Ci-dessous le texte co-écrit par la classe de 1 GA1 (2022) qui a participé cette année là et qui a remporté le prix de la critique pour un autre film, La traversée.
Qu’est-ce qu’un grand film ? Qu’est-ce un chef d’oeuvre ? C’est un film sur lequel on n’aurait pas parié un rial, Le diable n’existe pas, Sheytân vodjoud nadârad, deux heures trente en farsi sous-titré en français ayant pour thème la peine de mort, la banalité du mal et le libre arbitre.

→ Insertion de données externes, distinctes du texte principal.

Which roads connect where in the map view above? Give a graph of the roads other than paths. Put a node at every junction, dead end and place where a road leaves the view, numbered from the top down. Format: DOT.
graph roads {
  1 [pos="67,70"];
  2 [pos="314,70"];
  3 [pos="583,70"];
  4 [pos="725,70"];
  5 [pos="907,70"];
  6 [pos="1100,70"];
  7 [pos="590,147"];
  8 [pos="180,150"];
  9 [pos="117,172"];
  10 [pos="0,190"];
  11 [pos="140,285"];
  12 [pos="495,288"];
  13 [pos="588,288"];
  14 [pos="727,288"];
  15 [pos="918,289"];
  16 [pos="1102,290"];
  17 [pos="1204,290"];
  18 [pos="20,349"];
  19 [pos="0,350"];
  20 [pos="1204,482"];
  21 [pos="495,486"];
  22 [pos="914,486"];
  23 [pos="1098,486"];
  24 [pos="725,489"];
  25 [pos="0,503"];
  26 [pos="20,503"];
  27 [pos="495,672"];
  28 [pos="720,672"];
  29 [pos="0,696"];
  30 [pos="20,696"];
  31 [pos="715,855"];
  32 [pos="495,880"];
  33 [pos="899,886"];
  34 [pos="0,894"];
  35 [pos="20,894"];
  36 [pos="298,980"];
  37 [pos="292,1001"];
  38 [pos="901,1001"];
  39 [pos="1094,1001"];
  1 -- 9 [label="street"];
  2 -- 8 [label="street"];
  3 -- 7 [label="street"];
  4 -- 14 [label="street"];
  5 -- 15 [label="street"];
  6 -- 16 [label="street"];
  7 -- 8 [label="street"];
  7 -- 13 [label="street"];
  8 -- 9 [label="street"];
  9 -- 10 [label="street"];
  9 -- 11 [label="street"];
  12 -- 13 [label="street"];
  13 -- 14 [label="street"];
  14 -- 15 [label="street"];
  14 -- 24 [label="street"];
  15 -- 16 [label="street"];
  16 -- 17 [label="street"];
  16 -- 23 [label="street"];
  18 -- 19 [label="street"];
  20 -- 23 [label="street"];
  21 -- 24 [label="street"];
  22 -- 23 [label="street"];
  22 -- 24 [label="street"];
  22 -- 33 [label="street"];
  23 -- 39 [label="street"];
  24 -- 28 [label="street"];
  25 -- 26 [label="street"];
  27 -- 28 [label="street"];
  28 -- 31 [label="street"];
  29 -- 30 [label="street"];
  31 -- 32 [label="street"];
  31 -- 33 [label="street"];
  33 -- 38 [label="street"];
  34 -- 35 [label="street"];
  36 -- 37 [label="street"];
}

Nous suivons quatre trajectoires, quatre personnages en charge de l’application de la peine de mort en Iran. De jeunes soldats qui doivent effectuer cette horrible tâche s’ils veulent avoir des papiers pour voyager, travailler ou encore passer leur permis de conduire ou partir en permission. Et pourtant on ressort ébloui par la mise en scène de Mohammad Rasoulof, par le jeu solaire des comédiens tous sublimement beaux, par la réflexion qu’entraîne la vision de ce film découpé en quatre segments pour braver la censure de la dictature iranienne. Et les images d’une beauté fulgurante s’impriment durablement sur notre rétine comme le regard perdu de cet homme au volant de sa voiture le matin allant au « travail », arrêté au feu vert, littéralement figé sur place qui n’avance plus comme paralysé ou ce Bella Ciao que l’on croyait réservé aux cambrioleurs de la Fabrique nationale de la monnaie espagnole, chanté à tue-tête en voiture après une intense évasion pour ne pas commettre l’irréparable, ou encore les paysages brûlés et quasi désertiques entre loups, renards et abeilles.

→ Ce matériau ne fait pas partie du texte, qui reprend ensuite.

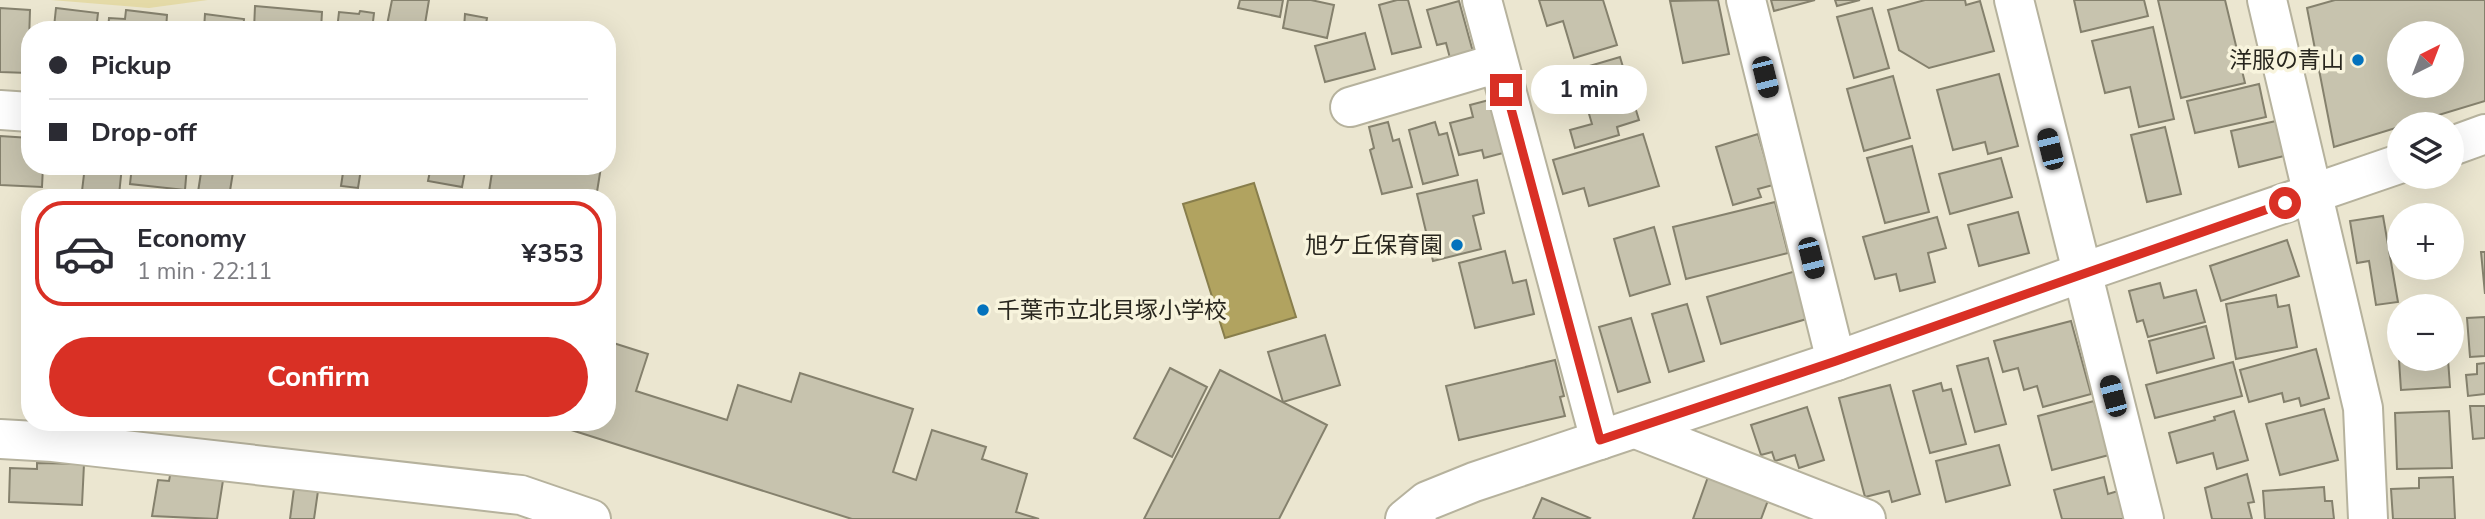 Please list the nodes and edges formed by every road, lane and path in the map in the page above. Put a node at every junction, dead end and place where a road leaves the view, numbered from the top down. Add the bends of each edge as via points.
1 (1482, 0) edge
2 (1746, 0) edge
3 (2014, 0) edge
4 (2267, 0) edge
5 (1499, 63) junction
6 (1350, 107) dead end
7 (0, 110) edge
8 (21, 111) edge
9 (2485, 134) edge
10 (2464, 142) edge
11 (2387, 168) edge
12 (2311, 194) junction
13 (2081, 272) junction
14 (1836, 361) junction
15 (1618, 435) junction
16 (0, 439) edge
17 (591, 519) edge
18 (1405, 519) edge
19 (1867, 519) edge
20 (2144, 519) edge
21 (2368, 519) edge

1 - 5 street
2 - 14 street
3 - 13 street
4 - 12 street
5 - 6 street
5 - 15 street
7 - 8 street
9 - 10 street
11 - 12 street
12 - 13 street
12 - 21 street via 2363,408
13 - 14 street
13 - 20 street
14 - 15 street
15 - 18 street via 1427,501
15 - 19 street
16 - 17 street via 521,495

Mais c’est la troisième partie qui nous a fracassé le coeur à la manière d’une tragédie antique. Un soldat en permission rejoint sa petite amie dans un village niché entre une forêt et ces fleurs « insensées » de couleur violette mêlant la violence du rouge et la douceur du bleu. On le suit traversant une forêt quasi magique, retirant son uniforme pour se laver autant physiquement que moralement, nous le comprendrons par la suite, dans cette rivière sans retour. Un ami de la famille de sa bien-aimée a été condamné à mort, il croit alors à tort que celle-ci l’a trompé mais elle lui explique que c’était son mentor, son professeur de « liberté » dans un pays qui en manque cruellement. Lors de la cérémonie pour rendre hommage au défunt, le jeune soldat transi se rend compte de l’horreur en voyant le portrait de l’homme… qu’il a assassiné en tant que bourreau. Il tente alors de se noyer dans la rivière et finalement avoue tout à sa dulcinée qui lors d’une scène déchirante, séparés par un arbre, lui déclare tout son amour : « Je t’aime tellement, tu le sais ? Ton étreinte chaleureuse, les veines sur tes mains, ton large torse » pour finalement le quitter : « tu vas me manquer ».

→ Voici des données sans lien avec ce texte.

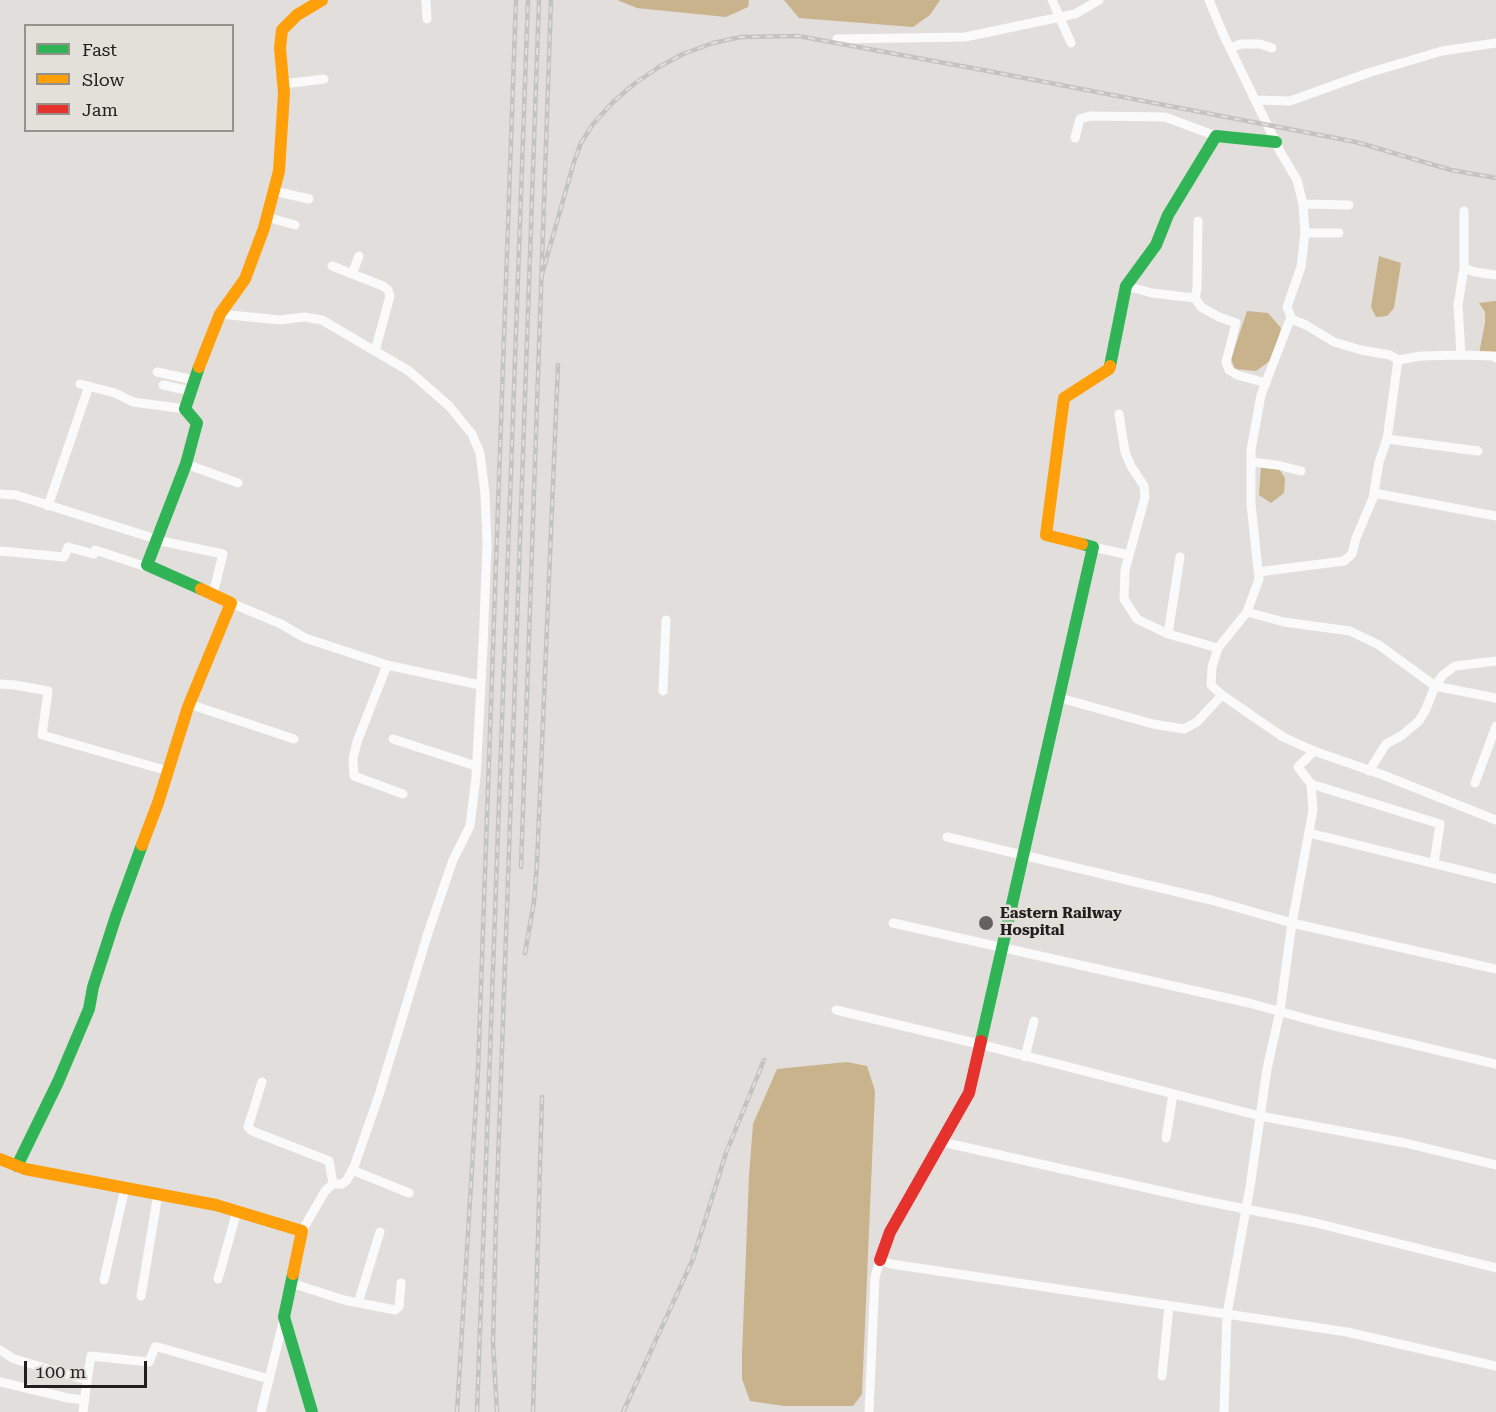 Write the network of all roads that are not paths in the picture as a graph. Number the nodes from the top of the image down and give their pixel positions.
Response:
1 (322, 0) edge
2 (426, 0) edge
3 (1052, 0) edge
4 (1099, 0) edge
5 (1209, 0) edge
6 (1060, 17) junction
7 (427, 19) dead end
8 (837, 39) dead end
9 (1071, 43) dead end
10 (1496, 43) edge
11 (1230, 48) junction
12 (1272, 48) dead end
13 (324, 79) dead end
14 (283, 84) junction
15 (1256, 100) junction
16 (1216, 136) junction
17 (1075, 138) dead end
18 (1276, 142) junction
19 (274, 191) junction
20 (309, 200) dead end
21 (1303, 204) junction
22 (1349, 205) dead end
23 (1464, 211) dead end
24 (267, 217) junction
25 (1198, 221) dead end
26 (295, 225) dead end
27 (1305, 233) junction
28 (1339, 233) dead end
29 (359, 256) dead end
30 (332, 266) dead end
31 (1464, 268) junction
32 (352, 273) junction
33 (1496, 275) edge
34 (1126, 286) junction
35 (1195, 298) junction
36 (220, 314) junction
37 (1291, 319) junction
38 (375, 351) junction
39 (1461, 355) junction
40 (1496, 358) edge
41 (1398, 360) junction
42 (157, 372) dead end
43 (1266, 383) junction
44 (163, 385) dead end
45 (193, 386) junction
46 (185, 409) junction
47 (1119, 414) dead end
48 (1387, 439) junction
49 (1478, 451) dead end
50 (1251, 462) junction
51 (186, 464) junction
52 (1301, 471) dead end
53 (238, 483) dead end
54 (1374, 493) junction
55 (0, 494) edge
56 (48, 506) junction
57 (1496, 516) edge
58 (156, 540) junction
59 (1093, 547) junction
60 (0, 550) edge
61 (1129, 555) junction
62 (1180, 557) dead end
63 (153, 569) junction
64 (1258, 572) junction
65 (213, 594) junction
66 (231, 603) junction
67 (1247, 612) junction
68 (666, 620) dead end
69 (1168, 634) junction
70 (1218, 648) junction
71 (1496, 661) edge
72 (387, 664) junction
73 (0, 684) edge
74 (480, 685) junction
75 (1435, 686) junction
76 (663, 691) dead end
77 (1222, 694) junction
78 (1060, 698) junction
79 (1496, 698) edge
80 (189, 704) junction
81 (1496, 726) edge
82 (294, 739) dead end
83 (393, 739) dead end
84 (1314, 751) junction
85 (476, 766) junction
86 (168, 771) junction
87 (1369, 771) junction
88 (1475, 783) dead end
89 (1311, 784) junction
90 (403, 795) dead end
91 (1496, 820) edge
92 (1309, 834) junction
93 (947, 837) dead end
94 (1023, 856) junction
95 (1434, 863) junction
96 (1496, 879) edge
97 (893, 923) dead end
98 (1292, 923) junction
99 (1002, 947) junction
100 (1496, 969) edge
101 (836, 1010) dead end
102 (1280, 1011) junction
103 (1034, 1021) dead end
104 (979, 1044) junction
105 (1024, 1057) junction
106 (1496, 1064) edge
107 (261, 1082) dead end
108 (1173, 1094) junction
109 (1260, 1116) junction
110 (1166, 1138) dead end
111 (942, 1142) junction
112 (0, 1160) edge
113 (1496, 1165) edge
114 (17, 1166) junction
115 (352, 1170) junction
116 (333, 1184) junction
117 (125, 1188) junction
118 (409, 1193) dead end
119 (158, 1194) junction
120 (1246, 1208) junction
121 (237, 1211) junction
122 (302, 1231) junction
123 (380, 1232) dead end
124 (880, 1260) junction
125 (1496, 1268) edge
126 (218, 1279) dead end
127 (104, 1280) dead end
128 (291, 1283) junction
129 (401, 1283) dead end
130 (141, 1296) dead end
131 (358, 1303) junction
132 (1169, 1305) junction
133 (1227, 1314) junction
134 (284, 1317) junction
135 (0, 1350) edge
136 (1496, 1366) edge
137 (1162, 1376) dead end
138 (269, 1379) junction
139 (87, 1380) junction
140 (0, 1382) edge
141 (84, 1400) junction
142 (83, 1412) edge
143 (261, 1412) edge
144 (312, 1412) edge
145 (869, 1412) edge
146 (1224, 1412) edge

1 - 14 street
2 - 7 street
3 - 6 street
4 - 6 street
5 - 11 street
6 - 8 street
6 - 9 street
10 - 15 street
11 - 12 street
11 - 15 street
13 - 14 street
14 - 19 street
15 - 18 street
16 - 17 street
16 - 18 street
16 - 34 street
18 - 21 street
19 - 20 street
19 - 24 street
21 - 22 street
21 - 27 street
23 - 31 street
24 - 26 street
24 - 36 street
25 - 35 street
27 - 28 street
27 - 37 street
29 - 32 street
30 - 32 street
31 - 33 street
31 - 39 street
32 - 38 street
34 - 35 street
34 - 59 street
35 - 43 street
36 - 38 street
36 - 45 street
37 - 41 street
37 - 43 street
38 - 74 street
39 - 40 street
39 - 41 street
41 - 48 street
42 - 45 street
43 - 50 street
44 - 45 street
45 - 46 street
46 - 51 street
46 - 56 street
47 - 61 street
48 - 49 street
48 - 54 street
50 - 52 street
50 - 64 street
51 - 53 street
51 - 58 street
54 - 57 street
54 - 64 street
55 - 56 street
56 - 58 street
58 - 63 street
58 - 65 street
59 - 61 street
59 - 78 street
60 - 63 street
61 - 69 street
62 - 69 street
63 - 65 street
64 - 67 street
65 - 66 street
66 - 72 street
66 - 80 street
67 - 70 street
67 - 75 street
68 - 76 street
69 - 70 street
70 - 77 street
71 - 75 street
72 - 74 street
72 - 90 street
73 - 86 street
74 - 85 street
75 - 79 street
75 - 87 street
77 - 78 street
77 - 84 street
78 - 94 street
80 - 82 street
80 - 86 street
81 - 88 street
83 - 85 street
84 - 87 street
84 - 89 street
85 - 115 street
86 - 114 street
87 - 91 street
89 - 92 street
89 - 95 street
92 - 95 street
92 - 98 street
93 - 94 street
94 - 98 street
94 - 99 street
95 - 96 street
97 - 99 street
98 - 100 street
98 - 102 street
99 - 102 street
99 - 104 street
101 - 104 street
102 - 106 street
102 - 109 street
103 - 105 street
104 - 105 street
104 - 111 street
105 - 108 street
107 - 116 street
108 - 109 street
108 - 110 street
109 - 113 street
109 - 120 street
111 - 120 street
111 - 124 street
112 - 114 street
114 - 117 street
115 - 116 street
115 - 118 street
116 - 122 street
117 - 119 street
117 - 127 street
119 - 121 street
119 - 130 street
120 - 125 street
120 - 133 street
121 - 122 street
121 - 126 street
122 - 128 street
123 - 131 street
124 - 132 street
124 - 145 street
128 - 131 street
128 - 134 street
129 - 131 street
132 - 133 street
132 - 137 street
133 - 136 street
133 - 146 street
134 - 138 street
134 - 144 street
135 - 139 street
138 - 139 street
138 - 143 street
139 - 141 street
140 - 141 street
141 - 142 street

On retrouve ici le dilemme cornélien du Cid. Le personnage fait le choix de la droiture, du respect du souvenir du défunt plutôt que d’aimer un homme qui a tué et n’a pas résisté aux ordres. « Ta force, c’est de dire non » affirme un personnage dans cette troisième partie. Il n’a pas su le faire, le diable existe bel et bien, ce sont nos démons intérieurs, cette banalité du mal développée par la philosophe Hannah Arendt et que l’on retrouve dans la terrifiante expérience de Milgram. A travers ses films, le réalisateurs iranien Mohammad Rasoulof résiste car le cinéma peut être aussi cela, des images porteuses d’un message humaniste dans un pays totalitaire. On rappelle que lui-même a été condamné à un an de prison en 2010 pour « propagande » anti-gouvernementale et que le choix de diviser le film en quatre parties lui permet de braver la censure, les films courts étant moins surveillés. Le diable n’existe pas nous a donc marqué durablement, âprement, violemment. Serions-nous bourreau ou résistant si nous vivions de telles situations ?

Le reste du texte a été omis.